During the lightning talk, I covered how this data theft extortion group we track as UNC6671 quietly became one of 2026’s most impactful threats. The session specifically focused on their sudden disappearance mid-negotiation, the strange emergence of subsequent leak sites, and the operational discrepancies that made their rebrand so chaotic.
I really appreciate all the follow-up conversations and feedback from attendees. Interestingly this week, the most unique feedback came from an unexpected source. BlackFile (now operating as REDACT) provided their own thoughts on my presentation on their Data Leak Site.

They claim that the erratic behavior, the original data leak site, and the sudden shutdown I discussed were actually the work of a “rogue and exiled affiliate” trying to sabotage their brand and scam victims. They also explicitly denied observations regarding their move to new communication channels and insisted their rebrand to REDACT was simply to distance themselves from a tainted name.

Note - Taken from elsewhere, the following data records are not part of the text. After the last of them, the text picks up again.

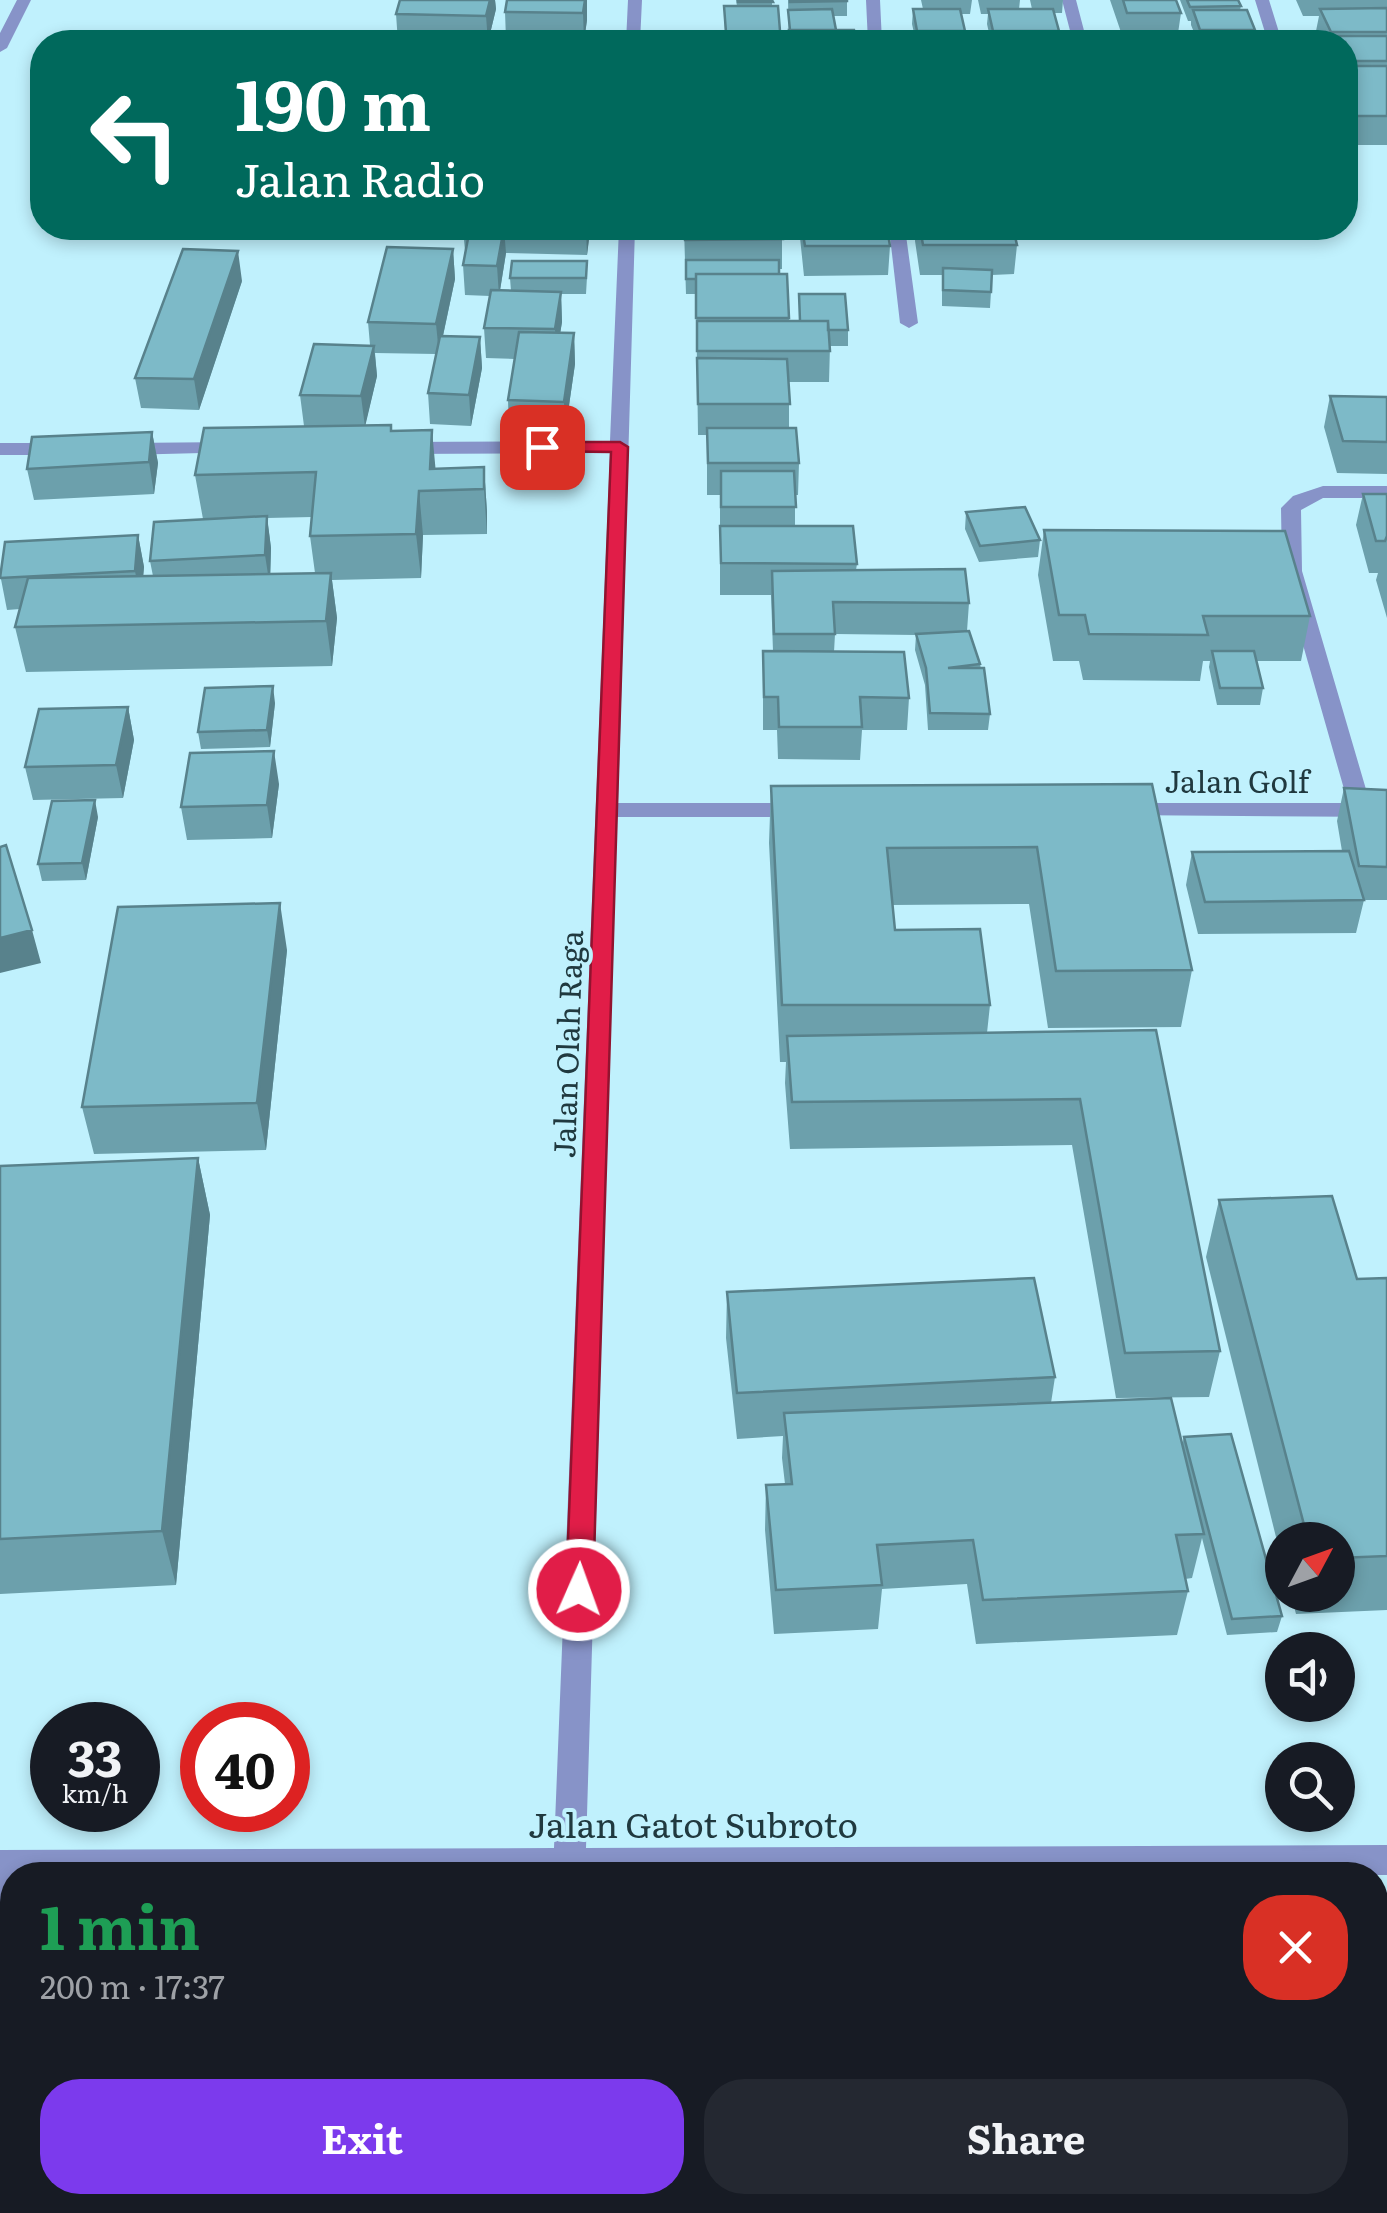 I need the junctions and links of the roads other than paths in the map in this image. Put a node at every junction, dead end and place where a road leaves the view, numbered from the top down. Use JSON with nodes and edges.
{"nodes":[{"id":1,"x":24,"y":0,"type":"edge"},
{"id":2,"x":635,"y":0,"type":"edge"},
{"id":3,"x":873,"y":0,"type":"edge"},
{"id":4,"x":1068,"y":0,"type":"edge"},
{"id":5,"x":1262,"y":0,"type":"edge"},
{"id":6,"x":634,"y":30,"type":"edge"},
{"id":7,"x":875,"y":30,"type":"edge"},
{"id":8,"x":1077,"y":30,"type":"edge"},
{"id":9,"x":1271,"y":30,"type":"edge"},
{"id":10,"x":0,"y":48,"type":"edge"},
{"id":11,"x":627,"y":240,"type":"edge"},
{"id":12,"x":899,"y":240,"type":"edge"},
{"id":13,"x":909,"y":324,"type":"dead end"},
{"id":14,"x":620,"y":447,"type":"junction"},
{"id":15,"x":260,"y":448,"type":"edge"},
{"id":16,"x":380,"y":448,"type":"edge"},
{"id":17,"x":0,"y":449,"type":"edge"},
{"id":18,"x":1387,"y":492,"type":"edge"},
{"id":19,"x":607,"y":810,"type":"junction"},
{"id":20,"x":825,"y":810,"type":"edge"},
{"id":21,"x":1103,"y":810,"type":"edge"},
{"id":22,"x":1361,"y":810,"type":"junction"},
{"id":23,"x":1387,"y":810,"type":"edge"},
{"id":24,"x":1387,"y":1860,"type":"edge"},
{"id":25,"x":570,"y":1862,"type":"edge"},
{"id":26,"x":1241,"y":1862,"type":"edge"}],
"edges":[{"from":1,"to":10,"type":"street"},
{"from":2,"to":6,"type":"street"},
{"from":3,"to":7,"type":"street"},
{"from":4,"to":8,"type":"street"},
{"from":5,"to":9,"type":"street"},
{"from":11,"to":14,"type":"street","name":"Jalan Olah Raga"},
{"from":12,"to":13,"type":"street"},
{"from":14,"to":16,"type":"street"},
{"from":14,"to":19,"type":"street","name":"Jalan Olah Raga"},
{"from":15,"to":17,"type":"street"},
{"from":18,"to":22,"type":"street"},
{"from":19,"to":20,"type":"street"},
{"from":19,"to":25,"type":"street","name":"Jalan Olah Raga"},
{"from":21,"to":22,"type":"street","name":"Jalan Golf"},
{"from":22,"to":23,"type":"street","name":"Jalan Golf"},
{"from":24,"to":26,"type":"street","name":"Jalan Gatot Subroto"}]}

Their explanation of a rogue affiliate is certainly plausible, but it leaves some multi-million-dollar questions unanswered. If this was just a simple rebrand to protect their reputation, why did they abandon all of their mid-flight ransom negotiations? Given the suspicious timing of a rival group publicly soliciting info on them just days before they vanished, you have to wonder what else was playing out behind the scenes. I’ll let you review my slides and decide for yourself.